Parm, Basil, and Prosciutto Risotto


Risotto. I’ve always been too scared to make it, but it’s always looked ridiculously amazing and delicious. Under the watchful eye of my grandmother (who used to own her own catering business) I tackled We Are Not Martha’s Bacon, Basil & Tomato Risotto  for Easter dinner this year. Though it was exceptionally labor intensive, it was really, really easy. It just involves alot of stirring.

As awesome as the Bacon, Basil, & Tomato risotto was,  I wanted to use a different flavor profile and found that particular recipe semi-difficult to adapt to my needs. Luckily, I own pretty much every cookbook Giada De Laurantiis has ever written. Her first cookbook,  Everyday Italian, has a really simple and basic risotto recipe that perfect for creating your own flavor combinations. I choose prosciutto and basil…can you really go wrong with that?

The one thing to remember is you have to stir constantly, so do as much prep work and measuring as possible before you even start cooking. Keep everything within reach of where you will be cooking so your not running around looking for ingredients.

Risotto with Parmesan Cheese, Basil, and Prosciutto

Basic Risotto (adapted from Everyday Italian by Giada De Laurentiis)

  • 4 cups reduced-sodium chicken broth
  • 2 tablespoons butter (the original calls for 3, but I used 2)
  • 3/4 cup finely chopped onion
  • 1 1/2 cups Arborio rice
  • 1/2 cup dry white wine
  • 1/2 cup grated (I used shredded) Parmesan cheese
  • 1/2 teaspoon salt
  • 1/4 teaspoon freshly ground black pepper

Additional Ingredients:

  • 1/4 cup shredded Parmesan cheese
  • bunch of fresh basil, chopped
  • 1/4 lb thinly sliced, deli-cut Prosciutto di Parma

Using a medium sauce pan, heat all 4 cups of broth over high heat. When broth begins to boil, reduce heat and keep at a simmer.

Melt 2 tablespoons of butter over medium heat in a heavy, deep frying/sauce pan (the higher edges make it easier to add the broth and stir without having to worry about spilling and making a mess). When butter is melted, add the onions to the pan and saute for about 3 minutes. Do not brown the onion; they should be translucent. Add the rice to the pan and stir to coat with butter.

Pour in white wine and simmer until all the liquid has evaporated. This should take about 3 minutes and will make your kitchen smell like a wino for a few minutes, but it’s totally worth it!

Use a ladle to add the simmering broth to the rice pan. Add about 1 1/2 ladlefulls at at time. Stir rice as the broth simmers and cooks in. All each batch of broth to absorb into the rice before adding the next ladlefull. Continue adding until all broth is absorbed, about 20 minutes in total.
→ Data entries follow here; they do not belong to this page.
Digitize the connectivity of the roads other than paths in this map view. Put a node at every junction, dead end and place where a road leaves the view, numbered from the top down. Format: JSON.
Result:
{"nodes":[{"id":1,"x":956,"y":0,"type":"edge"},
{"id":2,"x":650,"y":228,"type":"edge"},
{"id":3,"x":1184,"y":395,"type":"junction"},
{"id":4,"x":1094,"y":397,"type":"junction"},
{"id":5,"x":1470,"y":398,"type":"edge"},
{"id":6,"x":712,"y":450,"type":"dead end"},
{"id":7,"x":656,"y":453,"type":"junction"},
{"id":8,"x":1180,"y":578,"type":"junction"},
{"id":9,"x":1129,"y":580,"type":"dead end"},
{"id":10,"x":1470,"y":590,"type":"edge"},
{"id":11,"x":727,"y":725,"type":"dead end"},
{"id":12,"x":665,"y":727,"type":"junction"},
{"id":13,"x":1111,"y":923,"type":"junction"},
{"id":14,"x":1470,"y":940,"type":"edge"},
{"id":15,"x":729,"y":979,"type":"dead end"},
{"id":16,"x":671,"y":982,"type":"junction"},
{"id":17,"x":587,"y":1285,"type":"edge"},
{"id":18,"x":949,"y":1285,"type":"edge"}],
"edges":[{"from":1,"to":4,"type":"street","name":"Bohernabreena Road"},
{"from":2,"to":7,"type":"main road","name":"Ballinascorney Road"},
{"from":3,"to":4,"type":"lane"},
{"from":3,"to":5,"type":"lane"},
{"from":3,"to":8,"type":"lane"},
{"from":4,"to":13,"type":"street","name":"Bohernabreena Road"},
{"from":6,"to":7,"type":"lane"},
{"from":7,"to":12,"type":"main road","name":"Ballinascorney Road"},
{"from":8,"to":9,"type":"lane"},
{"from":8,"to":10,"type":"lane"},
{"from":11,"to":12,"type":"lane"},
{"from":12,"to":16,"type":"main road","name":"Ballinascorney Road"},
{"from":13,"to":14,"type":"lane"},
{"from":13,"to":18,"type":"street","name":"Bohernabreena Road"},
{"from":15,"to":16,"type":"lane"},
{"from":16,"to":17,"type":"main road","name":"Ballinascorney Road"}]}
The rice should be creamy but still have some firmness when you bit into it.

Turn off the heat and stir in the Parmesan cheese, salt, and pepper.

Remove from heat and mix in prosciutto, followed by basil. Serve immediately!

If you have leftovers (I’m not sure why you would, but hey to each their own), you can store them in the fridge for a few days. The risotto heats up pretty well, and you could always be adventurous  and try to make arancini  (fried rice balls).